On-Chip Construction of Hierarchically Macro-/Mesoporous Cerium Oxide/Pt Gas Sensitive Film for Ultrasensitive Detection of Trace Oxygen

Hierarchically porous structure is extremely favorable for many applications, including heterogeneous catalysis, chemical sensing, and energy conversion and storage. In these applications, controllable synthesis and assembly of transition metal oxide materials with tailored hierarchically porous structure and chemical microenvironments are highly desired but challenging. Herein, uniform mesoporous cerium oxide (mCeO₂) microspheres functionalized with Pt nanoparticles (NPs) were designed via efficient nanoemulsion approach and used to construct hierarchical macro-/mesoporous CeO₂/Pt film on micro-electromechanical system (MEMS) chips. The resultant functional chip-based devices have controllable porous structure and rich highly accessible active Pt–CeO₂ interfaces, and thus they exhibit outstanding performance as oxygen sensors with an unprecedented low limit of detection (LOD, 7.16 ppm), high sensitivity at a relatively low working temperature (250°C).

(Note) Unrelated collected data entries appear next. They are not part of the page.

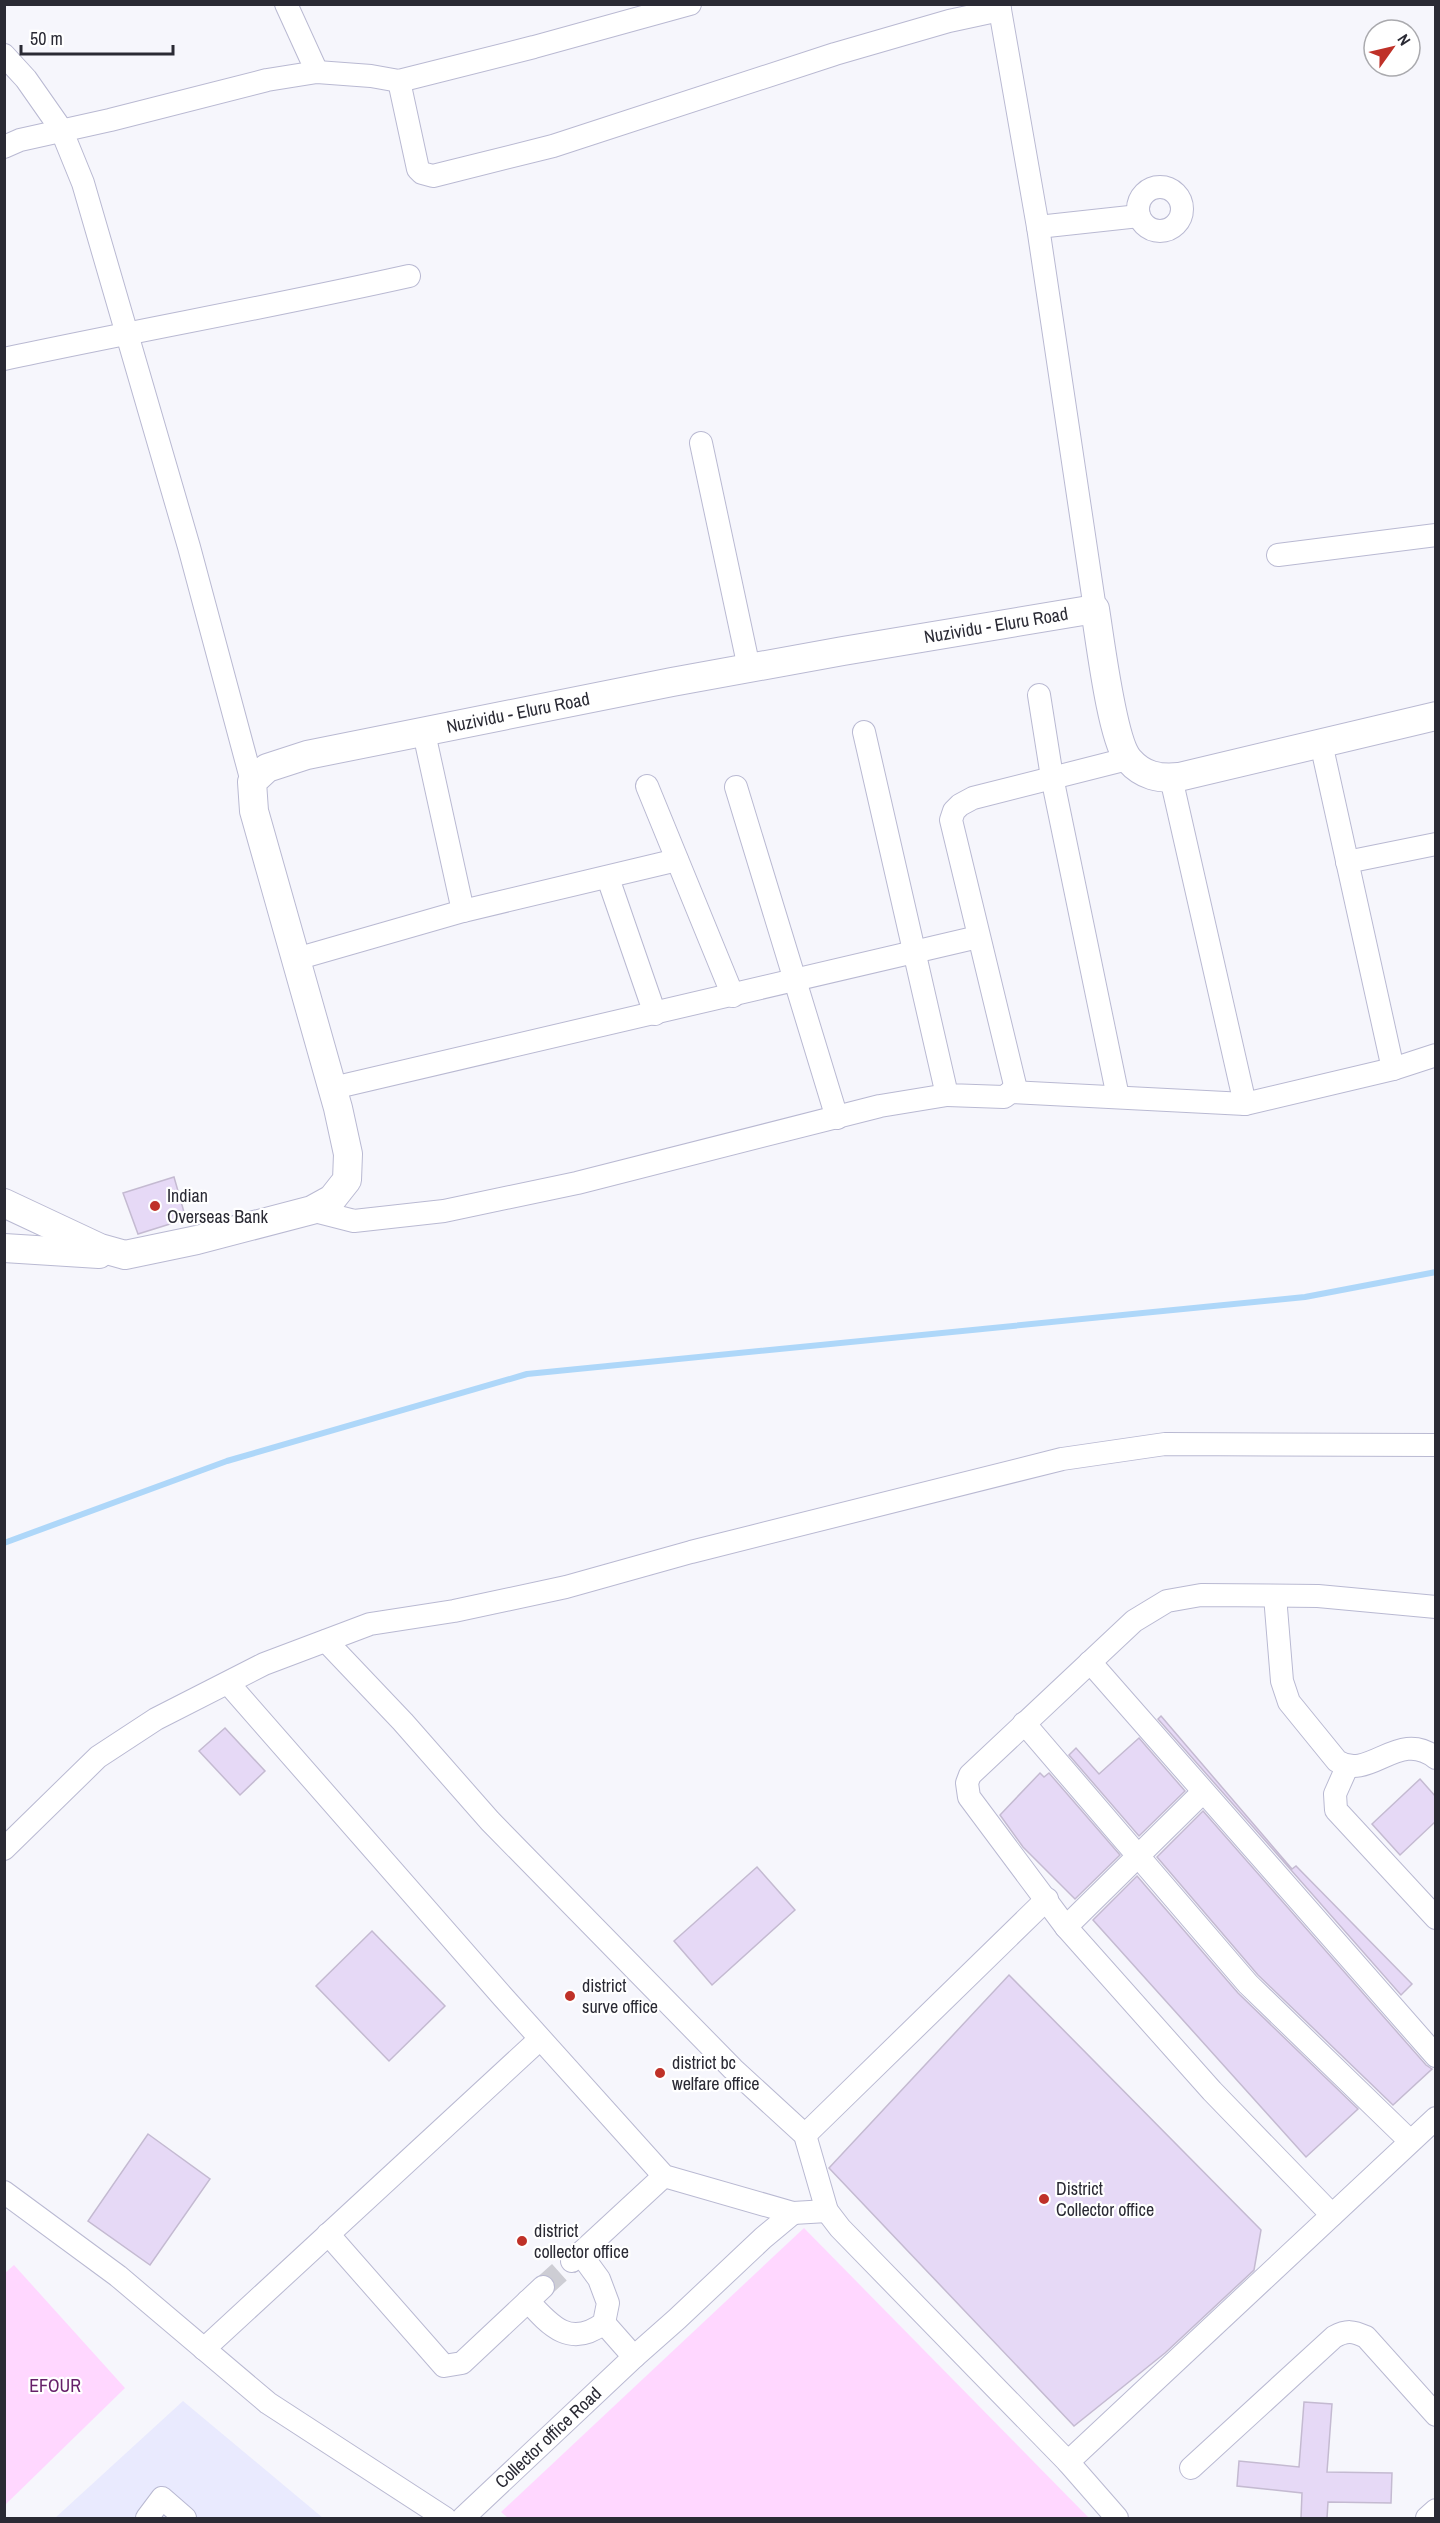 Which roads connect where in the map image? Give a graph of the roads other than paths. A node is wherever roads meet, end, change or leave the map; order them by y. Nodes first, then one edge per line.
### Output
1 (286, 4) edge
2 (690, 4) edge
3 (999, 7) edge
4 (4, 55) edge
5 (317, 72) junction
6 (399, 81) junction
7 (61, 129) junction
8 (4, 147) edge
9 (1138, 216) dead end
10 (1038, 227) junction
11 (409, 276) dead end
12 (127, 333) junction
13 (4, 359) edge
14 (701, 443) dead end
15 (1436, 535) edge
16 (1278, 555) dead end
17 (1095, 609) junction
18 (749, 668) junction
19 (1039, 694) dead end
20 (1436, 716) edge
21 (864, 732) dead end
22 (424, 733) junction
23 (1321, 743) junction
24 (1127, 759) junction
25 (1052, 777) junction
26 (1171, 778) junction
27 (252, 782) junction
28 (647, 786) dead end
29 (736, 787) dead end
30 (1436, 844) edge
31 (677, 860) junction
32 (1347, 862) junction
33 (608, 878) junction
34 (463, 911) junction
35 (978, 937) junction
36 (913, 953) junction
37 (296, 959) junction
38 (794, 981) junction
39 (733, 996) junction
40 (655, 1014) junction
41 (1436, 1055) edge
42 (1393, 1069) junction
43 (333, 1088) junction
44 (1011, 1092) junction
45 (947, 1095) junction
46 (1118, 1097) junction
47 (1245, 1104) junction
48 (837, 1118) junction
49 (4, 1203) edge
50 (311, 1210) junction
51 (4, 1248) edge
52 (125, 1256) junction
53 (1436, 1445) edge
54 (1275, 1596) junction
55 (1436, 1607) edge
56 (326, 1641) junction
57 (1090, 1662) junction
58 (228, 1683) junction
59 (1024, 1723) junction
60 (1436, 1758) edge
61 (1347, 1767) junction
62 (1203, 1792) junction
63 (4, 1849) edge
64 (1136, 1856) junction
65 (1047, 1899) junction
66 (1436, 1918) edge
67 (1066, 1927) junction
68 (540, 2038) junction
69 (1436, 2056) edge
70 (1436, 2118) edge
71 (805, 2134) junction
72 (1410, 2141) junction
73 (664, 2176) junction
74 (4, 2192) edge
75 (828, 2211) junction
76 (793, 2213) junction
77 (1332, 2215) junction
78 (328, 2234) junction
79 (604, 2323) junction
80 (204, 2349) junction
81 (634, 2357) junction
82 (1436, 2415) edge
83 (1068, 2463) junction
84 (1191, 2468) dead end
85 (1436, 2510) edge
86 (147, 2518) edge
87 (185, 2518) edge
88 (445, 2518) edge
89 (463, 2518) edge
90 (1117, 2518) edge
91 (1427, 2518) edge

1 - 5 street
2 - 6 street
3 - 6 street
3 - 10 street
4 - 7 street
5 - 6 street
5 - 7 street
7 - 8 street
7 - 12 street
9 - 10 street
10 - 17 street
11 - 12 street
12 - 13 street
12 - 27 street
14 - 18 street
15 - 16 street
17 - 18 main road, Nuzividu - Eluru Road
17 - 24 main road, Nuzividu - Eluru Road
18 - 22 main road, Nuzividu - Eluru Road
19 - 25 street
20 - 23 main road
21 - 36 street
22 - 27 main road, Nuzividu - Eluru Road
22 - 34 street
23 - 26 main road
23 - 32 street
24 - 25 street
24 - 26 main road
25 - 35 street
25 - 46 street
26 - 47 street
27 - 37 main road
28 - 31 street
29 - 38 street
30 - 32 street
31 - 33 street
31 - 39 street
32 - 42 street
33 - 34 street
33 - 40 street
34 - 37 street
35 - 36 street
35 - 44 street
36 - 38 street
36 - 45 street
37 - 43 main road
38 - 39 street
38 - 48 street
39 - 40 street
40 - 43 street
41 - 42 street
42 - 47 street
43 - 50 main road
44 - 45 street
44 - 46 street
45 - 48 street
46 - 47 street
48 - 50 street
49 - 52 main road
50 - 52 main road
51 - 52 main road
53 - 56 street
54 - 55 street
54 - 57 street
54 - 61 street
56 - 58 street
56 - 71 street
57 - 59 street
57 - 62 street
58 - 63 street
58 - 68 street
59 - 64 street
59 - 65 street
60 - 61 street
61 - 66 street
62 - 64 street
62 - 69 street
64 - 67 street
64 - 72 street
65 - 67 street
65 - 71 street
67 - 77 street
68 - 73 street
68 - 78 street
70 - 72 street
71 - 75 street
72 - 77 street
73 - 76 street
73 - 79 street
74 - 80 street
75 - 76 street
75 - 83 street
76 - 81 street, Collector office Road
77 - 83 street
78 - 79 street
78 - 80 street
79 - 81 street
80 - 88 street
81 - 89 street, Collector office Road
82 - 84 street
83 - 90 street
85 - 91 street
86 - 87 street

Finite element analysis, density functional theory calculations, and in situ characterizations reveal that, such an excellent performance is mainly due to the favorable mass transfer and gas–solid interface interaction, the oxygen spillover effect enabled by the nanosized Pt, and the enhanced catalytic reaction causing the dramatic change of electronic resistance of the sensing layer in oxygen atmosphere. Finally, a smart gas sensing module capable of real-time precise detection of oxygen was fabricated, demonstrating the possibility for commercial application.